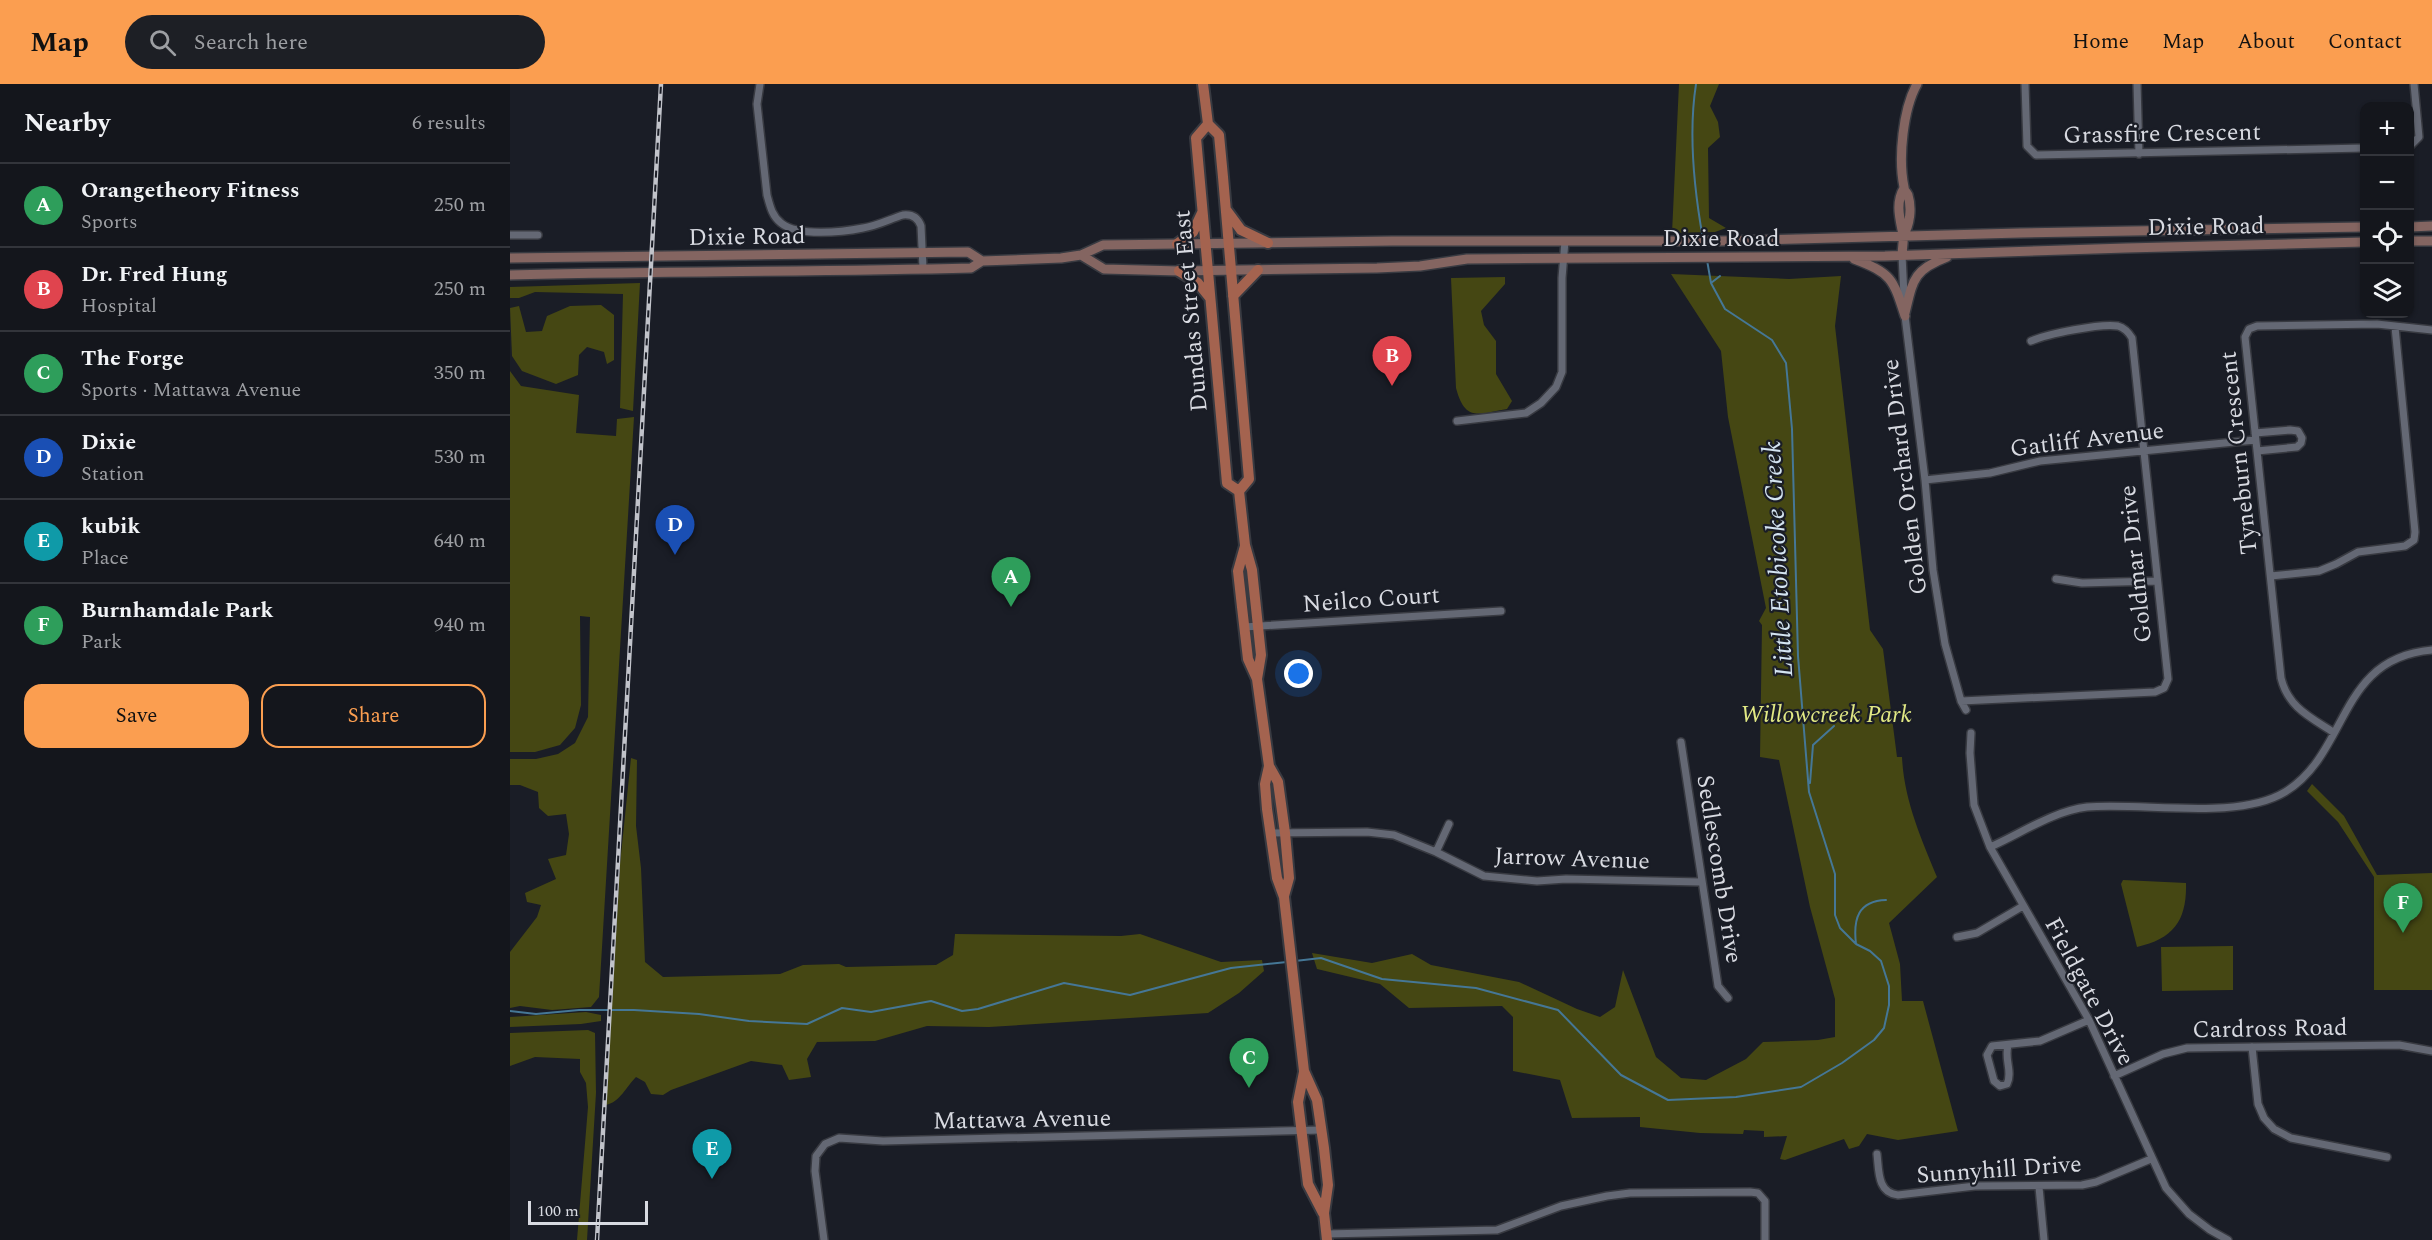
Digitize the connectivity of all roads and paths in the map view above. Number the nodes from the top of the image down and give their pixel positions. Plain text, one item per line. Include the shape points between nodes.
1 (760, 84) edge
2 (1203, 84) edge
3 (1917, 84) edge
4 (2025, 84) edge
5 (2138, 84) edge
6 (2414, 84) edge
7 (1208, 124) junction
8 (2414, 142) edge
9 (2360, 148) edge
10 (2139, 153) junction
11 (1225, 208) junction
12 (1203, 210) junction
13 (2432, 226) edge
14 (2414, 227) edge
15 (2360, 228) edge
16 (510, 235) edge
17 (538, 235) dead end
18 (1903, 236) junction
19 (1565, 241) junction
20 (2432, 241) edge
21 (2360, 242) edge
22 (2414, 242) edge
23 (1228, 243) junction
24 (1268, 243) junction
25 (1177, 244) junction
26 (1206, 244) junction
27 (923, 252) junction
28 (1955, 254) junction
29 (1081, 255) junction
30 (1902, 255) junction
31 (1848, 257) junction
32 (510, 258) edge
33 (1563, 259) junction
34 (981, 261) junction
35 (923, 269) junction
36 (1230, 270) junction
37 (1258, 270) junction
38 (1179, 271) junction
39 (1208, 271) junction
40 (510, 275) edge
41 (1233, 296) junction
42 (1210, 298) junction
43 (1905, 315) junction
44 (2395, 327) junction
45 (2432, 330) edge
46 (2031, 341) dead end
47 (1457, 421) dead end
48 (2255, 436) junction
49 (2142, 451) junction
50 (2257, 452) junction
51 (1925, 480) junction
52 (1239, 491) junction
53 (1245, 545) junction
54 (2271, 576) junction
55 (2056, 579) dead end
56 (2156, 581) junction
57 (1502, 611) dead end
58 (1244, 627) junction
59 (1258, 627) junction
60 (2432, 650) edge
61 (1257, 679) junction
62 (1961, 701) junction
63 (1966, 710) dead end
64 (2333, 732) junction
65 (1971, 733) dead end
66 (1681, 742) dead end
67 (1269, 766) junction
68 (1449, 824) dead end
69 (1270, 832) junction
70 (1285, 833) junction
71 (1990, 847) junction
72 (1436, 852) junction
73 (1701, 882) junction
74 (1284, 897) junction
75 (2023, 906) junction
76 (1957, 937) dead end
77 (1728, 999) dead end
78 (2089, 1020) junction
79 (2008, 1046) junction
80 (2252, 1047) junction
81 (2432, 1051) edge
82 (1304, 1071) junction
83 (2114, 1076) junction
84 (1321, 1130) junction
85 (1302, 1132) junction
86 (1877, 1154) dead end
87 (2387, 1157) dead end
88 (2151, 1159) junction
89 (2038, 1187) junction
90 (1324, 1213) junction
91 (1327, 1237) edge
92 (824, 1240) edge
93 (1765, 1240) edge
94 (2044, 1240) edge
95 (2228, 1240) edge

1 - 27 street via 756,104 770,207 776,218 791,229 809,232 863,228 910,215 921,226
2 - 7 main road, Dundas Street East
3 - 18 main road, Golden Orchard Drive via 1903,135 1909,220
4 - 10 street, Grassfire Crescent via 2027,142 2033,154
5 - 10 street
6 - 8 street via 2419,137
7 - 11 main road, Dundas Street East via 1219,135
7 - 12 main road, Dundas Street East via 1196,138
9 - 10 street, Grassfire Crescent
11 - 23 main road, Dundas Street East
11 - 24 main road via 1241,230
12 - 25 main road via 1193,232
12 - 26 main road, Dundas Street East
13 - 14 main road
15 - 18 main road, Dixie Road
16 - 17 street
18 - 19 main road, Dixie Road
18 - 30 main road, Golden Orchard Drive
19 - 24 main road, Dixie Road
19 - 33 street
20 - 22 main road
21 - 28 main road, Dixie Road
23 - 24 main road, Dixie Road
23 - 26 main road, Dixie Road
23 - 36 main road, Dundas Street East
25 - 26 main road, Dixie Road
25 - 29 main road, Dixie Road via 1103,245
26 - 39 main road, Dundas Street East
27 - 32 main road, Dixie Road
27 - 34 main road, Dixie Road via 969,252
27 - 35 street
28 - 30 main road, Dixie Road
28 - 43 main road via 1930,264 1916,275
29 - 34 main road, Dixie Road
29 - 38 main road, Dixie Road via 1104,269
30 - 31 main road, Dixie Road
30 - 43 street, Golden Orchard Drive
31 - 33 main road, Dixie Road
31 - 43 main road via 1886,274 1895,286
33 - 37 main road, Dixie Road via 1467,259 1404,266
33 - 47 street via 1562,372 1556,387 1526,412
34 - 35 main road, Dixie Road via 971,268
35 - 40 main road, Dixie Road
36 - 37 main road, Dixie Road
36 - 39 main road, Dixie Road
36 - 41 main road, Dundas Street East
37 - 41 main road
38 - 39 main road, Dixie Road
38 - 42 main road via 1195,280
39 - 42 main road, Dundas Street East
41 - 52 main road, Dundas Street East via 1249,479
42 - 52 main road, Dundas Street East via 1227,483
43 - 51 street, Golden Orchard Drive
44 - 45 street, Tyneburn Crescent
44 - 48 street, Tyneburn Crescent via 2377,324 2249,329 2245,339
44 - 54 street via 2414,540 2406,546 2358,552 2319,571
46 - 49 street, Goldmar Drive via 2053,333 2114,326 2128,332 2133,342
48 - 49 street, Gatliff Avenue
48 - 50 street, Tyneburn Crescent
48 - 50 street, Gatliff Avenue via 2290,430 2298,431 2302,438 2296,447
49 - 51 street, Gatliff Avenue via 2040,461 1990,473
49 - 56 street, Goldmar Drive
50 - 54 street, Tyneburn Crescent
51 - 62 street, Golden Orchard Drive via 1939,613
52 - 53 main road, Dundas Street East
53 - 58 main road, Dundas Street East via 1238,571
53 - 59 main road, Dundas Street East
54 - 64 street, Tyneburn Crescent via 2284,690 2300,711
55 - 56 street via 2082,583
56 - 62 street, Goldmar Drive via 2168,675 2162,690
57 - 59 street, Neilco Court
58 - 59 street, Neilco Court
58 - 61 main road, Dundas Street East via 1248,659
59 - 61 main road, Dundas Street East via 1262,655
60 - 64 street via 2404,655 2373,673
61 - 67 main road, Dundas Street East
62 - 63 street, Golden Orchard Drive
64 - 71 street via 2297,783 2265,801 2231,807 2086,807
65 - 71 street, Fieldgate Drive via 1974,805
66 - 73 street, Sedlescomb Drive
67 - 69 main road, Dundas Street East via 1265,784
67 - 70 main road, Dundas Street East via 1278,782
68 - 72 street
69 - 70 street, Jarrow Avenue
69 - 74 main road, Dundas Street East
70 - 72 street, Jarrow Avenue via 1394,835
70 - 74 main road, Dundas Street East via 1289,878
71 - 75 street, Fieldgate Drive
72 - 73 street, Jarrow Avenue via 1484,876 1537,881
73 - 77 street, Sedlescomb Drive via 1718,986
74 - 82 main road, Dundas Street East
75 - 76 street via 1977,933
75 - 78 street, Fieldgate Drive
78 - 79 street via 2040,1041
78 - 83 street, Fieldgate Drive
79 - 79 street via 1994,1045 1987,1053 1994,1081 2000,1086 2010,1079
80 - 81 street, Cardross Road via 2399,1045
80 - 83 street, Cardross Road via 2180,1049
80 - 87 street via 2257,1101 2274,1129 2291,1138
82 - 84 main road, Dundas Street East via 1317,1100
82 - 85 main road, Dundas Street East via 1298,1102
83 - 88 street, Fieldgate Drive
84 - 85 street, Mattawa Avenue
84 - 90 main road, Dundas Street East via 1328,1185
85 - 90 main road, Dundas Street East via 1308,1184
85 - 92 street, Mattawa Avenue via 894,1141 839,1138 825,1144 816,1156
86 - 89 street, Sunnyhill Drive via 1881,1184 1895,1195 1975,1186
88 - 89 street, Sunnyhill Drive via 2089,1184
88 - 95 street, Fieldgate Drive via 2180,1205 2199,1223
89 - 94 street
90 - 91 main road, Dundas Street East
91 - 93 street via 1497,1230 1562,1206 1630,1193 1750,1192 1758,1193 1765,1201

▬▬▬

**AIM OF THE EXERCISE:** In the listing above, find every line with the word "Orchard" and copy it.

**RESULT BELOW:**
3 - 18 main road, Golden Orchard Drive via 1903,135 1909,220
18 - 30 main road, Golden Orchard Drive
30 - 43 street, Golden Orchard Drive
43 - 51 street, Golden Orchard Drive
51 - 62 street, Golden Orchard Drive via 1939,613
62 - 63 street, Golden Orchard Drive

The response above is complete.